With a Charitable Remainder Trust you can make a gift to charity while reserving income for yourself and other beneficiaries – at the end of the interests of the income beneficiaries, the charity receives the principal gift, or remainder. The income can be in a fixed annual amount, in a charitable remainder annuity trust, or can be a percentage in a charitable remainder unitrust. There are also other variations in the provisions for income distribution, such as the “net income” charitable unitrust, the “net income plus makeup” charitable unitrust (“NIM-CRUT”) and the “flip NIM-CRUT”). In addition to providing a steady income stream for beneficiaries, you can receive a charitable deduction against income for the present value of the charitable remainder, or your estate can receive a charitable deduction against estate tax if your gift takes effect upon your death. Furthermore, if you contribute appreciated assets to the charitable trust the trust can sell the assets without taxable gain, permitting larger income payments and a larger remainder to the charity. The income payments are subject to income tax, and these trusts are generally irrevocable.
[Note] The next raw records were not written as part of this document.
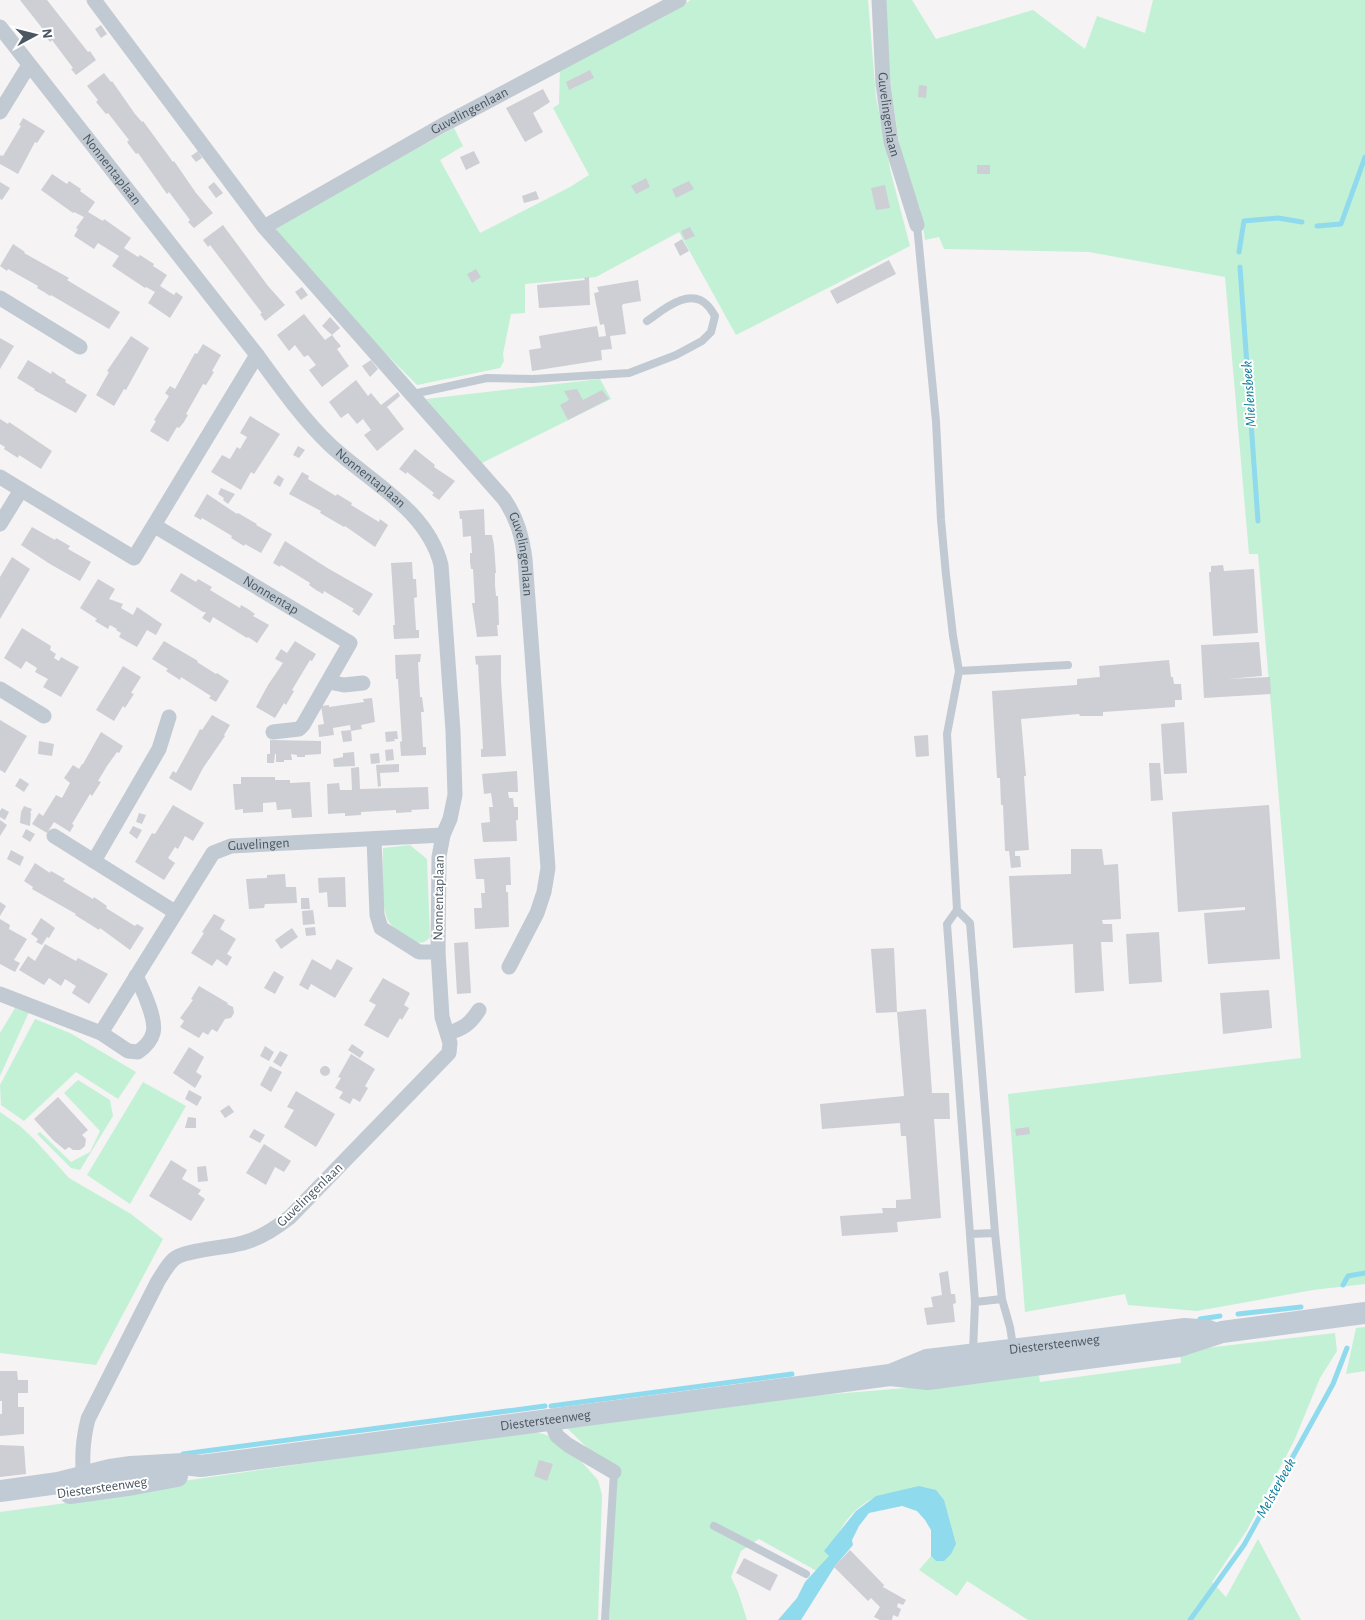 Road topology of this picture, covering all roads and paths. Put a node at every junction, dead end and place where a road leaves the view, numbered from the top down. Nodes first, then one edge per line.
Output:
1 (94, 0) edge
2 (679, 0) edge
3 (879, 0) edge
4 (0, 27) edge
5 (29, 65) junction
6 (0, 112) edge
7 (917, 225) joint
8 (264, 227) junction
9 (0, 298) edge
10 (648, 321) dead end
11 (80, 347) dead end
12 (257, 355) junction
13 (413, 394) junction
14 (0, 477) edge
15 (21, 490) junction
16 (0, 524) edge
17 (155, 526) junction
18 (1068, 665) dead end
19 (959, 670) junction
20 (329, 682) junction
21 (363, 683) dead end
22 (0, 688) edge
23 (44, 716) dead end
24 (169, 717) dead end
25 (273, 732) dead end
26 (443, 835) junction
27 (54, 836) dead end
28 (374, 838) junction
29 (94, 861) junction
30 (957, 910) junction
31 (175, 912) junction
32 (438, 952) junction
33 (509, 967) dead end
34 (136, 976) junction
35 (0, 994) edge
36 (479, 1010) dead end
37 (101, 1033) junction
38 (448, 1033) junction
39 (995, 1233) junction
40 (970, 1234) junction
41 (1002, 1299) junction
42 (974, 1302) junction
43 (1365, 1314) edge
44 (1015, 1359) junction
45 (974, 1363) junction
46 (550, 1420) junction
47 (614, 1472) joint
48 (84, 1484) junction
49 (0, 1491) edge
50 (0, 1502) edge
51 (714, 1526) dead end
52 (806, 1574) dead end
53 (604, 1620) edge

1 - 8 street, Guvelingenlaan
2 - 8 street, Guvelingenlaan
3 - 7 street, Guvelingenlaan
4 - 5 street, Nonnentaplaan
5 - 6 street
5 - 12 street, Nonnentaplaan
7 - 19 lane
8 - 13 street, Guvelingenlaan
9 - 11 street
10 - 13 lane
12 - 17 street
12 - 26 street, Nonnentaplaan
13 - 33 street, Guvelingenlaan
14 - 15 street
15 - 16 street
15 - 17 street
17 - 20 street, Nonnentap
18 - 19 lane
19 - 30 lane
20 - 21 street
20 - 25 street, Nonnentap
22 - 23 street
24 - 29 street
26 - 28 street, Guvelingen
26 - 32 street, Nonnentaplaan
27 - 29 street
28 - 31 street, Guvelingen
28 - 32 street
29 - 31 street
30 - 39 lane
30 - 40 lane
31 - 34 street, Guvelingen
32 - 38 street, Nonnentaplaan
34 - 37 street, Guvelingen
34 - 37 street
35 - 37 street
36 - 38 street
38 - 48 street, Guvelingenlaan
39 - 40 lane
39 - 41 lane
40 - 42 lane
41 - 42 lane
41 - 44 lane
42 - 45 lane
43 - 44 main road, Diestersteenweg
44 - 45 main road, Diestersteenweg
45 - 46 main road, Diestersteenweg
46 - 47 street
46 - 48 main road, Diestersteenweg
47 - 53 lane
48 - 49 main road, Diestersteenweg
48 - 50 main road, Diestersteenweg
51 - 52 lane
With a Charitable Lead Trust you can make gift to charity of an income interest in assets, and provide that the remainder will then go to non-charitable beneficiaries. The income payments to charity can be a fixed annual amount, in a charitable lead annuity trust or “CLAT”, or a percentage in a charitable lead unitrust or “CLUT”. You or your estate receive a charitable deduction for the present value of the stream of annuity payments in a CLAT. In a CLUT, the charitable deduction is derived by subtracting the present value of the remainder interest from the value of the gift to the trust. The main tax advantages in charitable lead trusts come as your estate is reduced by the charitable gift, lowering estate and gift taxes. There is generally no income tax benefit with a charitable lead trust, although it is possible to change that result in certain closely conscribed circumstances. Funding a CLAT with appreciating property can provide significant tax leverage in today’s low-interest rate environment. The present value calculation is performed by referring to discount rates provided by the IRS, known as “Section 7520 rates” or “Applicable Federal Rates”. The lower the discount rate, the larger the deduction -- by combining the effects of a low discount rate, a high annual payment to the charity, and a long enough period for payments to the charity, you may be able to pass almost the full value of the assets free of gift tax to noncharitable remainder beneficiaries.

IRA’s

Because non-Roth IRA distributions are subject to income tax in the hands of a non-charitable recipient, they can provide the most effective means to fund gifts upon your death to charities which pay no income tax. This can also be a means of reducing your gross estate to minimize estate tax. It may be possible for you to name a charitable beneficiary for your retirement account, or to create a charitable remainder trust that would include retirement assets, but the applicable rules are complicated and you should obtain competent advice.